> _WORK TASK_
For the data below, please report each line where the word "DUTTAPUKUR" is found.

(Stored items)
....

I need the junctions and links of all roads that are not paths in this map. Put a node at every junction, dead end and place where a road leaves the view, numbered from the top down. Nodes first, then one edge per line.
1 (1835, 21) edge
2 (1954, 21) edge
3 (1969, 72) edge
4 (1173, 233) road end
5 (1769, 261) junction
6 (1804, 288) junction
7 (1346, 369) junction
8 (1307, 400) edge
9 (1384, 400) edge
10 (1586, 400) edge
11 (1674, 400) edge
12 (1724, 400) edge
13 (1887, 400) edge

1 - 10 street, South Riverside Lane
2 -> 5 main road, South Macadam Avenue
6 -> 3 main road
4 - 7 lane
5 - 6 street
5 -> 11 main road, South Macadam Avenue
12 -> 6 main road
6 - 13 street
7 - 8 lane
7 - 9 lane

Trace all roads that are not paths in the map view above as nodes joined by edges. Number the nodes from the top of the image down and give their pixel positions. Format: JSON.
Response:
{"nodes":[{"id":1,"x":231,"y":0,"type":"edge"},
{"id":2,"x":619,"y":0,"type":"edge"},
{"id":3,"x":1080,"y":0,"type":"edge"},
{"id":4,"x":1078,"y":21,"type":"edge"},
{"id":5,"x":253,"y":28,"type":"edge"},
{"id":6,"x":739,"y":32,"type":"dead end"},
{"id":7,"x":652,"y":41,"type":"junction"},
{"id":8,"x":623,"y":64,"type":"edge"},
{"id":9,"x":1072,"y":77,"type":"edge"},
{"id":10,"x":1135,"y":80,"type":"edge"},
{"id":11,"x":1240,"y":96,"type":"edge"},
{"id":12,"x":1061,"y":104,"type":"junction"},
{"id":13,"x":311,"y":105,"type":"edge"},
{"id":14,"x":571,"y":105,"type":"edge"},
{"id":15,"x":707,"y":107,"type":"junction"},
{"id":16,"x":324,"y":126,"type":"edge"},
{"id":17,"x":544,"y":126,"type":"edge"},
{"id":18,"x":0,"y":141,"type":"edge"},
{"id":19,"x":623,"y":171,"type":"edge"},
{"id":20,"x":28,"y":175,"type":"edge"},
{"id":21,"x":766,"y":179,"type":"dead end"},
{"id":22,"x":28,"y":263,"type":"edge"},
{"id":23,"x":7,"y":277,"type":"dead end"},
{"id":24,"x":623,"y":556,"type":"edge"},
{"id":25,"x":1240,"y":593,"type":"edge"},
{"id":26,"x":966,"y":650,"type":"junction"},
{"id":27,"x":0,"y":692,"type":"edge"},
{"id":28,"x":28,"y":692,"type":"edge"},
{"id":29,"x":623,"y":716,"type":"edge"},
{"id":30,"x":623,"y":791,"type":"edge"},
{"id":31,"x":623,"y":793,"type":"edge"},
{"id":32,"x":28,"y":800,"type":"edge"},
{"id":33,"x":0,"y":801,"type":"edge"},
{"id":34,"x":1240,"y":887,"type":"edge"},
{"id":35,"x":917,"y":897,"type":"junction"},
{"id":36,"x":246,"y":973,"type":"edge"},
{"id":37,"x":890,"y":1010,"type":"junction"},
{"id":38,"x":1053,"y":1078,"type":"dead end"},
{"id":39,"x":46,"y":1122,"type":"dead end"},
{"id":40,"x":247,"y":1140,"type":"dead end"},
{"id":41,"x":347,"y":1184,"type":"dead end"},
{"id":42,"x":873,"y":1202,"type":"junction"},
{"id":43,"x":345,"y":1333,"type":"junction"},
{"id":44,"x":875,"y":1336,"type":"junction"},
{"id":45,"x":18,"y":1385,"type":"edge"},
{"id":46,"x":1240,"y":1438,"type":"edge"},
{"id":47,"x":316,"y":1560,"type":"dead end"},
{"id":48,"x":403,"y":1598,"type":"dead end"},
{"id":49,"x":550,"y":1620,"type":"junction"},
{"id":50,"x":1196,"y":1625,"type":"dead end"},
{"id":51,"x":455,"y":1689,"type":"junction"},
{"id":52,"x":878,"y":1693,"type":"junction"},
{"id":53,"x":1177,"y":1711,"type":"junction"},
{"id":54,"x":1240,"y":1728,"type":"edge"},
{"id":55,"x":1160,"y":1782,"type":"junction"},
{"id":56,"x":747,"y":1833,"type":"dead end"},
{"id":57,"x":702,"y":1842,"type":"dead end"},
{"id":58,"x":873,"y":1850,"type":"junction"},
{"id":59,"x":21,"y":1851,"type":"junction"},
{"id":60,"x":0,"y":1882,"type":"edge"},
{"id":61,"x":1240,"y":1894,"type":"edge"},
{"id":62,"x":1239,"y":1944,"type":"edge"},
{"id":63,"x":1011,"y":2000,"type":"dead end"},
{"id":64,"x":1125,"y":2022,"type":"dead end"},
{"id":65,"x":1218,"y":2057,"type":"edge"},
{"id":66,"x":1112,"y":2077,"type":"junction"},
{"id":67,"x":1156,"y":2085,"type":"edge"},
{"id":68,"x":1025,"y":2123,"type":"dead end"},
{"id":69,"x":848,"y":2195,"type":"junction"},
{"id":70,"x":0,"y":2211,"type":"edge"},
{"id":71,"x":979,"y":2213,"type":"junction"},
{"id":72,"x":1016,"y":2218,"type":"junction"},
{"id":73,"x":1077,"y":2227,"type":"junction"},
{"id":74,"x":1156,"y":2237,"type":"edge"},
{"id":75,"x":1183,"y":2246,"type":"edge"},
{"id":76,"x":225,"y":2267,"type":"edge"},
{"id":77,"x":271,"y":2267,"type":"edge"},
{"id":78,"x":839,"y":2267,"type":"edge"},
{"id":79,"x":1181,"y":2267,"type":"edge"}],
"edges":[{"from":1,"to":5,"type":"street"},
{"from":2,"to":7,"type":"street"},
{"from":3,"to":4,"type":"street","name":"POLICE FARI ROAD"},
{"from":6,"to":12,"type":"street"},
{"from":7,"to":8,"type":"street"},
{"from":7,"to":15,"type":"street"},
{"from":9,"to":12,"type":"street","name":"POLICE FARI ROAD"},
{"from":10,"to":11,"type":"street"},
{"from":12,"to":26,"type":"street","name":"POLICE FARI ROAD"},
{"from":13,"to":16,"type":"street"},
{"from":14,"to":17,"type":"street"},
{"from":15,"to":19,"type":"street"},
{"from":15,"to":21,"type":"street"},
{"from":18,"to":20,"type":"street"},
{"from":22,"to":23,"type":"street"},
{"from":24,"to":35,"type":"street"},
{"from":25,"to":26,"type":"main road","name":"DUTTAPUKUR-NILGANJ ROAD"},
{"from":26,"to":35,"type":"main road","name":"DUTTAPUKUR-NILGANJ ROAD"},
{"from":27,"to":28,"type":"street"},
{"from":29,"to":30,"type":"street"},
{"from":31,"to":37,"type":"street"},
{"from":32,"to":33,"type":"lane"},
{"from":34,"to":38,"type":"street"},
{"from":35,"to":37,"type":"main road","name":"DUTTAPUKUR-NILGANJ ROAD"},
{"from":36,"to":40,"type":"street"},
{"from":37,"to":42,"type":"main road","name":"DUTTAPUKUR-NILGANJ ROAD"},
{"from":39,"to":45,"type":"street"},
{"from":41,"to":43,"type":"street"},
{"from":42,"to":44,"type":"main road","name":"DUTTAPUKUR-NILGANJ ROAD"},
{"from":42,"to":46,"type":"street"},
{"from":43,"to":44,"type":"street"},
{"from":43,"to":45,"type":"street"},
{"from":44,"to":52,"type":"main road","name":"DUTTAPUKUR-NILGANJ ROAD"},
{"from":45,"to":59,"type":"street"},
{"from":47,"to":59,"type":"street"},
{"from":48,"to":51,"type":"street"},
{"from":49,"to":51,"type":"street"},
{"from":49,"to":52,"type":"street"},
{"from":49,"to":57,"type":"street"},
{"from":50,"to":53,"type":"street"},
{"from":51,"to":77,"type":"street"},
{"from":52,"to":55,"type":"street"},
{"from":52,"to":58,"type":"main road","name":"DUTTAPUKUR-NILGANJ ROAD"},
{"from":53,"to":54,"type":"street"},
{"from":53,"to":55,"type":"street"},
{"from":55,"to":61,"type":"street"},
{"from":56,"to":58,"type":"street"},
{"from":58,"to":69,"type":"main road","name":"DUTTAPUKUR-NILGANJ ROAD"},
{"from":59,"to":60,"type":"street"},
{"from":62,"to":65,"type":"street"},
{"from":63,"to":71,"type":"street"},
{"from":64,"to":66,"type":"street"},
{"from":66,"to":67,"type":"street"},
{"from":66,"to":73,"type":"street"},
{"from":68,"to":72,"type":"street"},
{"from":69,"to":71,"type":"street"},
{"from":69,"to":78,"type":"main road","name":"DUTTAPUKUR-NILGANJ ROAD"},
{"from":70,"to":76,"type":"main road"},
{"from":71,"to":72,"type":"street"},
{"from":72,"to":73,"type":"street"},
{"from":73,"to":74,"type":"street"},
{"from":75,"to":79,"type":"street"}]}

....

> _RESPONSE_
{"from":25,"to":26,"type":"main road","name":"DUTTAPUKUR-NILGANJ ROAD"},
{"from":26,"to":35,"type":"main road","name":"DUTTAPUKUR-NILGANJ ROAD"},
{"from":35,"to":37,"type":"main road","name":"DUTTAPUKUR-NILGANJ ROAD"},
{"from":37,"to":42,"type":"main road","name":"DUTTAPUKUR-NILGANJ ROAD"},
{"from":42,"to":44,"type":"main road","name":"DUTTAPUKUR-NILGANJ ROAD"},
{"from":44,"to":52,"type":"main road","name":"DUTTAPUKUR-NILGANJ ROAD"},
{"from":52,"to":58,"type":"main road","name":"DUTTAPUKUR-NILGANJ ROAD"},
{"from":58,"to":69,"type":"main road","name":"DUTTAPUKUR-NILGANJ ROAD"},
{"from":69,"to":78,"type":"main road","name":"DUTTAPUKUR-NILGANJ ROAD"},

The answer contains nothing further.